= The records =
********

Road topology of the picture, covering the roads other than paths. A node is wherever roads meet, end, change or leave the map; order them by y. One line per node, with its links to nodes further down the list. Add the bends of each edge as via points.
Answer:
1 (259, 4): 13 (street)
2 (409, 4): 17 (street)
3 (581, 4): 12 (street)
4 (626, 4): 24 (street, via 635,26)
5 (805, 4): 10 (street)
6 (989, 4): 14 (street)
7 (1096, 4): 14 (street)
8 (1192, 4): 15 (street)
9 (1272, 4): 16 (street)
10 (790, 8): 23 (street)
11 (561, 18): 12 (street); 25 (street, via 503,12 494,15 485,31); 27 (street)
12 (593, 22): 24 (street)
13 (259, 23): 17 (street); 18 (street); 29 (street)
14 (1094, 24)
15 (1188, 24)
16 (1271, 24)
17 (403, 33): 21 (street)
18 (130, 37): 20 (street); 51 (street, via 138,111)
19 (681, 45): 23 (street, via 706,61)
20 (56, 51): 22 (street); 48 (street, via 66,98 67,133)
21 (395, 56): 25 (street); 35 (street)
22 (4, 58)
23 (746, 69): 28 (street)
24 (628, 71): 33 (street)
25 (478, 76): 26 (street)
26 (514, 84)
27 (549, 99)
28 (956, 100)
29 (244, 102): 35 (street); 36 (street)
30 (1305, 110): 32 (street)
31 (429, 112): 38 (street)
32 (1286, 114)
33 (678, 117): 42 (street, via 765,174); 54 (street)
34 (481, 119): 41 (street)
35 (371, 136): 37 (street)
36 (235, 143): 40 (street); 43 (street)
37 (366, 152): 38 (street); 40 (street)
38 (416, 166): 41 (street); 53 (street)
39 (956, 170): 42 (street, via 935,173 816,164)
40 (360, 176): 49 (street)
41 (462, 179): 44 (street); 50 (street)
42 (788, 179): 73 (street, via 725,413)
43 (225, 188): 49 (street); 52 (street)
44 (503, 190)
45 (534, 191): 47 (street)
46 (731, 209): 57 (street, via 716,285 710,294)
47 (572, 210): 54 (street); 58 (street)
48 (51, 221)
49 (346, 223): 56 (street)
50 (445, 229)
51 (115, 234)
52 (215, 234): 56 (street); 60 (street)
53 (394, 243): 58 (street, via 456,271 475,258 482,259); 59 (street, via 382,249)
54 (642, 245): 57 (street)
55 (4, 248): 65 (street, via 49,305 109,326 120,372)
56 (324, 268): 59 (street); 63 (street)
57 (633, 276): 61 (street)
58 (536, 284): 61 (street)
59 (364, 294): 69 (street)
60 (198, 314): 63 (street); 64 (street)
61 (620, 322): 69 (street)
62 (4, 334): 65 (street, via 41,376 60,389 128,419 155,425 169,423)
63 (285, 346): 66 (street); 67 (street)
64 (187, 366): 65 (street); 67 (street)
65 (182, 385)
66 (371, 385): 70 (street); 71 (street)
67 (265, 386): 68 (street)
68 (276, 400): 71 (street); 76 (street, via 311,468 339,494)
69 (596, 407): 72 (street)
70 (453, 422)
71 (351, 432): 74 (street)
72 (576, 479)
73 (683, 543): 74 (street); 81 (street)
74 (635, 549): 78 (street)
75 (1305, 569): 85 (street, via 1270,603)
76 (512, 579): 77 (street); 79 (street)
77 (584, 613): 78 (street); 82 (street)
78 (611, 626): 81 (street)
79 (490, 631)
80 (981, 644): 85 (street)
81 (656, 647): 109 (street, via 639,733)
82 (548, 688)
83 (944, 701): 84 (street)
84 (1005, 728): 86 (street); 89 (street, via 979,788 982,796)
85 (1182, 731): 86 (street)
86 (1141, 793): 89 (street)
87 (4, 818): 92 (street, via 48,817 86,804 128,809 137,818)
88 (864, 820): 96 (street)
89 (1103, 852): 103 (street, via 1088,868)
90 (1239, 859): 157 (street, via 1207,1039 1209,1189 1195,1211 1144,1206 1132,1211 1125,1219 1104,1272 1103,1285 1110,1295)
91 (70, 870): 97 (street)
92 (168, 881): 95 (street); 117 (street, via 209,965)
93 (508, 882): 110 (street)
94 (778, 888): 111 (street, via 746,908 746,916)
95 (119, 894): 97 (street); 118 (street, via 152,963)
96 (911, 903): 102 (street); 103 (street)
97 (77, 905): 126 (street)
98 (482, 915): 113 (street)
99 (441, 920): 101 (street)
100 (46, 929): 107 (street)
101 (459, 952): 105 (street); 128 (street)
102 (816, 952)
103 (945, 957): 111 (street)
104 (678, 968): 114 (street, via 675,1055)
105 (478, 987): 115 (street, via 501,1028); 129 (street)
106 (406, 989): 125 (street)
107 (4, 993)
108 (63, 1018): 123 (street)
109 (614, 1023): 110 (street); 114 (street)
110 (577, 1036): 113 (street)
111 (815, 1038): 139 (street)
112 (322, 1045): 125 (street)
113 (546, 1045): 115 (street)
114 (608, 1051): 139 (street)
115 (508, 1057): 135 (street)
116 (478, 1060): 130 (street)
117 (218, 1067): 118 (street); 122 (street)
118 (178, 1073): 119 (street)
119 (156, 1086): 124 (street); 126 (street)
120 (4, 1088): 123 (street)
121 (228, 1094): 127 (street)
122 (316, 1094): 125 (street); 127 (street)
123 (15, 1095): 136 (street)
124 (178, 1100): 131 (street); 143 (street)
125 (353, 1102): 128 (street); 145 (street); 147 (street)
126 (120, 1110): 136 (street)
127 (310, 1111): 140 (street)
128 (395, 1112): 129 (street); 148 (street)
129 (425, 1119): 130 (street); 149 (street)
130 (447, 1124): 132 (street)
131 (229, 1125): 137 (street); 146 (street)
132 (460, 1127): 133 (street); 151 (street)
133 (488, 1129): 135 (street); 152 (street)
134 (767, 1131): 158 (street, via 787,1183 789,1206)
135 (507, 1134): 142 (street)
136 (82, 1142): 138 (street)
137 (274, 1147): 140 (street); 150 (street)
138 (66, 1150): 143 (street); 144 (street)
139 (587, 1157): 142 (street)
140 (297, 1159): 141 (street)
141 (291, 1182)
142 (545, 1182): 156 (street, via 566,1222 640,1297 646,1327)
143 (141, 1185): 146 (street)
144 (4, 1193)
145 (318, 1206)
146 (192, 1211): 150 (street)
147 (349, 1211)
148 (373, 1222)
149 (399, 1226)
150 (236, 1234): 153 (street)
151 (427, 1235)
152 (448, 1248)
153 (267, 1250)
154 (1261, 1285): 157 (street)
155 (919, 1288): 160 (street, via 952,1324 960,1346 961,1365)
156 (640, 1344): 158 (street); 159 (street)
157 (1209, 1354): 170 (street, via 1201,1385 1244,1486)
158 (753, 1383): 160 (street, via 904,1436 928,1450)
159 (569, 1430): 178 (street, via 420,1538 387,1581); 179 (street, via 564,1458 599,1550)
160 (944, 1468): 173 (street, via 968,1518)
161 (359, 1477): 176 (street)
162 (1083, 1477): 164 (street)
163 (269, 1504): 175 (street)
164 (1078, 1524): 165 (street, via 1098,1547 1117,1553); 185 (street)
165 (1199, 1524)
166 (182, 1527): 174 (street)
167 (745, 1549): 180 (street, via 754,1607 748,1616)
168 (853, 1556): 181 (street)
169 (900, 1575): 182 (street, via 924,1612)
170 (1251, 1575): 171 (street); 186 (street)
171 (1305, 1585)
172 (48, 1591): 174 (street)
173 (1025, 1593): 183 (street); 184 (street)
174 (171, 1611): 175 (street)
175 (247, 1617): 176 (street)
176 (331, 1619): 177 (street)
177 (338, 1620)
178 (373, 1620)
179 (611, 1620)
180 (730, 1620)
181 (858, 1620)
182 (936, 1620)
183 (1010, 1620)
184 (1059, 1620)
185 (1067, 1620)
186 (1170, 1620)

********

= Prompt =
Please output the listing above exactly, every line included.

= Reply =
Road topology of the picture, covering the roads other than paths. A node is wherever roads meet, end, change or leave the map; order them by y. One line per node, with its links to nodes further down the list. Add the bends of each edge as via points.
Answer:
1 (259, 4): 13 (street)
2 (409, 4): 17 (street)
3 (581, 4): 12 (street)
4 (626, 4): 24 (street, via 635,26)
5 (805, 4): 10 (street)
6 (989, 4): 14 (street)
7 (1096, 4): 14 (street)
8 (1192, 4): 15 (street)
9 (1272, 4): 16 (street)
10 (790, 8): 23 (street)
11 (561, 18): 12 (street); 25 (street, via 503,12 494,15 485,31); 27 (street)
12 (593, 22): 24 (street)
13 (259, 23): 17 (street); 18 (street); 29 (street)
14 (1094, 24)
15 (1188, 24)
16 (1271, 24)
17 (403, 33): 21 (street)
18 (130, 37): 20 (street); 51 (street, via 138,111)
19 (681, 45): 23 (street, via 706,61)
20 (56, 51): 22 (street); 48 (street, via 66,98 67,133)
21 (395, 56): 25 (street); 35 (street)
22 (4, 58)
23 (746, 69): 28 (street)
24 (628, 71): 33 (street)
25 (478, 76): 26 (street)
26 (514, 84)
27 (549, 99)
28 (956, 100)
29 (244, 102): 35 (street); 36 (street)
30 (1305, 110): 32 (street)
31 (429, 112): 38 (street)
32 (1286, 114)
33 (678, 117): 42 (street, via 765,174); 54 (street)
34 (481, 119): 41 (street)
35 (371, 136): 37 (street)
36 (235, 143): 40 (street); 43 (street)
37 (366, 152): 38 (street); 40 (street)
38 (416, 166): 41 (street); 53 (street)
39 (956, 170): 42 (street, via 935,173 816,164)
40 (360, 176): 49 (street)
41 (462, 179): 44 (street); 50 (street)
42 (788, 179): 73 (street, via 725,413)
43 (225, 188): 49 (street); 52 (street)
44 (503, 190)
45 (534, 191): 47 (street)
46 (731, 209): 57 (street, via 716,285 710,294)
47 (572, 210): 54 (street); 58 (street)
48 (51, 221)
49 (346, 223): 56 (street)
50 (445, 229)
51 (115, 234)
52 (215, 234): 56 (street); 60 (street)
53 (394, 243): 58 (street, via 456,271 475,258 482,259); 59 (street, via 382,249)
54 (642, 245): 57 (street)
55 (4, 248): 65 (street, via 49,305 109,326 120,372)
56 (324, 268): 59 (street); 63 (street)
57 (633, 276): 61 (street)
58 (536, 284): 61 (street)
59 (364, 294): 69 (street)
60 (198, 314): 63 (street); 64 (street)
61 (620, 322): 69 (street)
62 (4, 334): 65 (street, via 41,376 60,389 128,419 155,425 169,423)
63 (285, 346): 66 (street); 67 (street)
64 (187, 366): 65 (street); 67 (street)
65 (182, 385)
66 (371, 385): 70 (street); 71 (street)
67 (265, 386): 68 (street)
68 (276, 400): 71 (street); 76 (street, via 311,468 339,494)
69 (596, 407): 72 (street)
70 (453, 422)
71 (351, 432): 74 (street)
72 (576, 479)
73 (683, 543): 74 (street); 81 (street)
74 (635, 549): 78 (street)
75 (1305, 569): 85 (street, via 1270,603)
76 (512, 579): 77 (street); 79 (street)
77 (584, 613): 78 (street); 82 (street)
78 (611, 626): 81 (street)
79 (490, 631)
80 (981, 644): 85 (street)
81 (656, 647): 109 (street, via 639,733)
82 (548, 688)
83 (944, 701): 84 (street)
84 (1005, 728): 86 (street); 89 (street, via 979,788 982,796)
85 (1182, 731): 86 (street)
86 (1141, 793): 89 (street)
87 (4, 818): 92 (street, via 48,817 86,804 128,809 137,818)
88 (864, 820): 96 (street)
89 (1103, 852): 103 (street, via 1088,868)
90 (1239, 859): 157 (street, via 1207,1039 1209,1189 1195,1211 1144,1206 1132,1211 1125,1219 1104,1272 1103,1285 1110,1295)
91 (70, 870): 97 (street)
92 (168, 881): 95 (street); 117 (street, via 209,965)
93 (508, 882): 110 (street)
94 (778, 888): 111 (street, via 746,908 746,916)
95 (119, 894): 97 (street); 118 (street, via 152,963)
96 (911, 903): 102 (street); 103 (street)
97 (77, 905): 126 (street)
98 (482, 915): 113 (street)
99 (441, 920): 101 (street)
100 (46, 929): 107 (street)
101 (459, 952): 105 (street); 128 (street)
102 (816, 952)
103 (945, 957): 111 (street)
104 (678, 968): 114 (street, via 675,1055)
105 (478, 987): 115 (street, via 501,1028); 129 (street)
106 (406, 989): 125 (street)
107 (4, 993)
108 (63, 1018): 123 (street)
109 (614, 1023): 110 (street); 114 (street)
110 (577, 1036): 113 (street)
111 (815, 1038): 139 (street)
112 (322, 1045): 125 (street)
113 (546, 1045): 115 (street)
114 (608, 1051): 139 (street)
115 (508, 1057): 135 (street)
116 (478, 1060): 130 (street)
117 (218, 1067): 118 (street); 122 (street)
118 (178, 1073): 119 (street)
119 (156, 1086): 124 (street); 126 (street)
120 (4, 1088): 123 (street)
121 (228, 1094): 127 (street)
122 (316, 1094): 125 (street); 127 (street)
123 (15, 1095): 136 (street)
124 (178, 1100): 131 (street); 143 (street)
125 (353, 1102): 128 (street); 145 (street); 147 (street)
126 (120, 1110): 136 (street)
127 (310, 1111): 140 (street)
128 (395, 1112): 129 (street); 148 (street)
129 (425, 1119): 130 (street); 149 (street)
130 (447, 1124): 132 (street)
131 (229, 1125): 137 (street); 146 (street)
132 (460, 1127): 133 (street); 151 (street)
133 (488, 1129): 135 (street); 152 (street)
134 (767, 1131): 158 (street, via 787,1183 789,1206)
135 (507, 1134): 142 (street)
136 (82, 1142): 138 (street)
137 (274, 1147): 140 (street); 150 (street)
138 (66, 1150): 143 (street); 144 (street)
139 (587, 1157): 142 (street)
140 (297, 1159): 141 (street)
141 (291, 1182)
142 (545, 1182): 156 (street, via 566,1222 640,1297 646,1327)
143 (141, 1185): 146 (street)
144 (4, 1193)
145 (318, 1206)
146 (192, 1211): 150 (street)
147 (349, 1211)
148 (373, 1222)
149 (399, 1226)
150 (236, 1234): 153 (street)
151 (427, 1235)
152 (448, 1248)
153 (267, 1250)
154 (1261, 1285): 157 (street)
155 (919, 1288): 160 (street, via 952,1324 960,1346 961,1365)
156 (640, 1344): 158 (street); 159 (street)
157 (1209, 1354): 170 (street, via 1201,1385 1244,1486)
158 (753, 1383): 160 (street, via 904,1436 928,1450)
159 (569, 1430): 178 (street, via 420,1538 387,1581); 179 (street, via 564,1458 599,1550)
160 (944, 1468): 173 (street, via 968,1518)
161 (359, 1477): 176 (street)
162 (1083, 1477): 164 (street)
163 (269, 1504): 175 (street)
164 (1078, 1524): 165 (street, via 1098,1547 1117,1553); 185 (street)
165 (1199, 1524)
166 (182, 1527): 174 (street)
167 (745, 1549): 180 (street, via 754,1607 748,1616)
168 (853, 1556): 181 (street)
169 (900, 1575): 182 (street, via 924,1612)
170 (1251, 1575): 171 (street); 186 (street)
171 (1305, 1585)
172 (48, 1591): 174 (street)
173 (1025, 1593): 183 (street); 184 (street)
174 (171, 1611): 175 (street)
175 (247, 1617): 176 (street)
176 (331, 1619): 177 (street)
177 (338, 1620)
178 (373, 1620)
179 (611, 1620)
180 (730, 1620)
181 (858, 1620)
182 (936, 1620)
183 (1010, 1620)
184 (1059, 1620)
185 (1067, 1620)
186 (1170, 1620)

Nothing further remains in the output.